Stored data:
****************

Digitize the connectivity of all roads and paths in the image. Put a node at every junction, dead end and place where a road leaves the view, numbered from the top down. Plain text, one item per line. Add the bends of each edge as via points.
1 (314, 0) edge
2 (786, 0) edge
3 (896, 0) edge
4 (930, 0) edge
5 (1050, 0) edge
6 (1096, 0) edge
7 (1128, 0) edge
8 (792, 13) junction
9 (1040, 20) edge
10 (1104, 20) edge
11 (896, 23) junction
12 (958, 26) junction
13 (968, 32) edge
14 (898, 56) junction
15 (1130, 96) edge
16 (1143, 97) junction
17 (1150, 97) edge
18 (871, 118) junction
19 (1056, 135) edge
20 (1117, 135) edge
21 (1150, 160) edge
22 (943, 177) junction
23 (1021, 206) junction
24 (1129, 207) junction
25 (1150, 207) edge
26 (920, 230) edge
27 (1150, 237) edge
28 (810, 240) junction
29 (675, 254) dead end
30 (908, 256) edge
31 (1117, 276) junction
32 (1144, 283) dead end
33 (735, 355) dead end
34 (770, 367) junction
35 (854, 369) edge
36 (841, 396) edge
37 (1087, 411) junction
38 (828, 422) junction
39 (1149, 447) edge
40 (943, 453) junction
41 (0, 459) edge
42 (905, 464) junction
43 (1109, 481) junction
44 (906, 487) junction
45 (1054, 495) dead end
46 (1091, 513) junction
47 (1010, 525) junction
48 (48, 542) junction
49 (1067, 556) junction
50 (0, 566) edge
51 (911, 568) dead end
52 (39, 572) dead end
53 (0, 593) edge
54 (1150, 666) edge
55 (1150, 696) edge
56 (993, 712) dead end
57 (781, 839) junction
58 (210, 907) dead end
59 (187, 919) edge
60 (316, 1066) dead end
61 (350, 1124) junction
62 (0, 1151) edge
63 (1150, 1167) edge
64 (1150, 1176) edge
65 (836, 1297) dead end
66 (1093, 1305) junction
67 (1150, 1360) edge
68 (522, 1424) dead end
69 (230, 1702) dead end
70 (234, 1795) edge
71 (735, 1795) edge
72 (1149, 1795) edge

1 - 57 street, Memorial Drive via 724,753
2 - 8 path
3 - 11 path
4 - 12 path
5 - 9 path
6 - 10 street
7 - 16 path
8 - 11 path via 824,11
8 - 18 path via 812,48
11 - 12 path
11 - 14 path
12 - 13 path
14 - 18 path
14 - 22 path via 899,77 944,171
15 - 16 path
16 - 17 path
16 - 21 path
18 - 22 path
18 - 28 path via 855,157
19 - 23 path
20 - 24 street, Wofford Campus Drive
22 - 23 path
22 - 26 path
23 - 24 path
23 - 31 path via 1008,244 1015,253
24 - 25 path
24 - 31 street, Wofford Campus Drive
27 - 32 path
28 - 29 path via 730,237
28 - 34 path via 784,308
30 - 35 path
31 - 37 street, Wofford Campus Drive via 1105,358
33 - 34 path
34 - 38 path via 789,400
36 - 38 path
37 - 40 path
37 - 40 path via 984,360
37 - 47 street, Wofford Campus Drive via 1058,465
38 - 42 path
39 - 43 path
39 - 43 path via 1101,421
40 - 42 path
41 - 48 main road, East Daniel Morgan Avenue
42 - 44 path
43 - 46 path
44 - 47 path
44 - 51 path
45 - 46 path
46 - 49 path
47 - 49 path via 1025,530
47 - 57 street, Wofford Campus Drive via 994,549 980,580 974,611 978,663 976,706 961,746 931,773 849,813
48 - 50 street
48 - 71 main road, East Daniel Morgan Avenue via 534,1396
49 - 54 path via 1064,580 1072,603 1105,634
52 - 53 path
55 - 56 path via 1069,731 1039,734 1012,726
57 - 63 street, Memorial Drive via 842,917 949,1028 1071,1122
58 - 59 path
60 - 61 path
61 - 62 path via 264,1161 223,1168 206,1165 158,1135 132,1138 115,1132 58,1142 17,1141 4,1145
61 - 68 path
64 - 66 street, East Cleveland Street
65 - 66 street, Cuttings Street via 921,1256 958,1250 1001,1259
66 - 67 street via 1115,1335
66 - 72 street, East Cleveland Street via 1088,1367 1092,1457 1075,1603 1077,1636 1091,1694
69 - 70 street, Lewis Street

****************

* _WHAT TO PRODUCE_: Retype the entries precisely as they stand.

* _EXERCISE SOLUTION_:
Digitize the connectivity of all roads and paths in the image. Put a node at every junction, dead end and place where a road leaves the view, numbered from the top down. Plain text, one item per line. Add the bends of each edge as via points.
1 (314, 0) edge
2 (786, 0) edge
3 (896, 0) edge
4 (930, 0) edge
5 (1050, 0) edge
6 (1096, 0) edge
7 (1128, 0) edge
8 (792, 13) junction
9 (1040, 20) edge
10 (1104, 20) edge
11 (896, 23) junction
12 (958, 26) junction
13 (968, 32) edge
14 (898, 56) junction
15 (1130, 96) edge
16 (1143, 97) junction
17 (1150, 97) edge
18 (871, 118) junction
19 (1056, 135) edge
20 (1117, 135) edge
21 (1150, 160) edge
22 (943, 177) junction
23 (1021, 206) junction
24 (1129, 207) junction
25 (1150, 207) edge
26 (920, 230) edge
27 (1150, 237) edge
28 (810, 240) junction
29 (675, 254) dead end
30 (908, 256) edge
31 (1117, 276) junction
32 (1144, 283) dead end
33 (735, 355) dead end
34 (770, 367) junction
35 (854, 369) edge
36 (841, 396) edge
37 (1087, 411) junction
38 (828, 422) junction
39 (1149, 447) edge
40 (943, 453) junction
41 (0, 459) edge
42 (905, 464) junction
43 (1109, 481) junction
44 (906, 487) junction
45 (1054, 495) dead end
46 (1091, 513) junction
47 (1010, 525) junction
48 (48, 542) junction
49 (1067, 556) junction
50 (0, 566) edge
51 (911, 568) dead end
52 (39, 572) dead end
53 (0, 593) edge
54 (1150, 666) edge
55 (1150, 696) edge
56 (993, 712) dead end
57 (781, 839) junction
58 (210, 907) dead end
59 (187, 919) edge
60 (316, 1066) dead end
61 (350, 1124) junction
62 (0, 1151) edge
63 (1150, 1167) edge
64 (1150, 1176) edge
65 (836, 1297) dead end
66 (1093, 1305) junction
67 (1150, 1360) edge
68 (522, 1424) dead end
69 (230, 1702) dead end
70 (234, 1795) edge
71 (735, 1795) edge
72 (1149, 1795) edge

1 - 57 street, Memorial Drive via 724,753
2 - 8 path
3 - 11 path
4 - 12 path
5 - 9 path
6 - 10 street
7 - 16 path
8 - 11 path via 824,11
8 - 18 path via 812,48
11 - 12 path
11 - 14 path
12 - 13 path
14 - 18 path
14 - 22 path via 899,77 944,171
15 - 16 path
16 - 17 path
16 - 21 path
18 - 22 path
18 - 28 path via 855,157
19 - 23 path
20 - 24 street, Wofford Campus Drive
22 - 23 path
22 - 26 path
23 - 24 path
23 - 31 path via 1008,244 1015,253
24 - 25 path
24 - 31 street, Wofford Campus Drive
27 - 32 path
28 - 29 path via 730,237
28 - 34 path via 784,308
30 - 35 path
31 - 37 street, Wofford Campus Drive via 1105,358
33 - 34 path
34 - 38 path via 789,400
36 - 38 path
37 - 40 path
37 - 40 path via 984,360
37 - 47 street, Wofford Campus Drive via 1058,465
38 - 42 path
39 - 43 path
39 - 43 path via 1101,421
40 - 42 path
41 - 48 main road, East Daniel Morgan Avenue
42 - 44 path
43 - 46 path
44 - 47 path
44 - 51 path
45 - 46 path
46 - 49 path
47 - 49 path via 1025,530
47 - 57 street, Wofford Campus Drive via 994,549 980,580 974,611 978,663 976,706 961,746 931,773 849,813
48 - 50 street
48 - 71 main road, East Daniel Morgan Avenue via 534,1396
49 - 54 path via 1064,580 1072,603 1105,634
52 - 53 path
55 - 56 path via 1069,731 1039,734 1012,726
57 - 63 street, Memorial Drive via 842,917 949,1028 1071,1122
58 - 59 path
60 - 61 path
61 - 62 path via 264,1161 223,1168 206,1165 158,1135 132,1138 115,1132 58,1142 17,1141 4,1145
61 - 68 path
64 - 66 street, East Cleveland Street
65 - 66 street, Cuttings Street via 921,1256 958,1250 1001,1259
66 - 67 street via 1115,1335
66 - 72 street, East Cleveland Street via 1088,1367 1092,1457 1075,1603 1077,1636 1091,1694
69 - 70 street, Lewis Street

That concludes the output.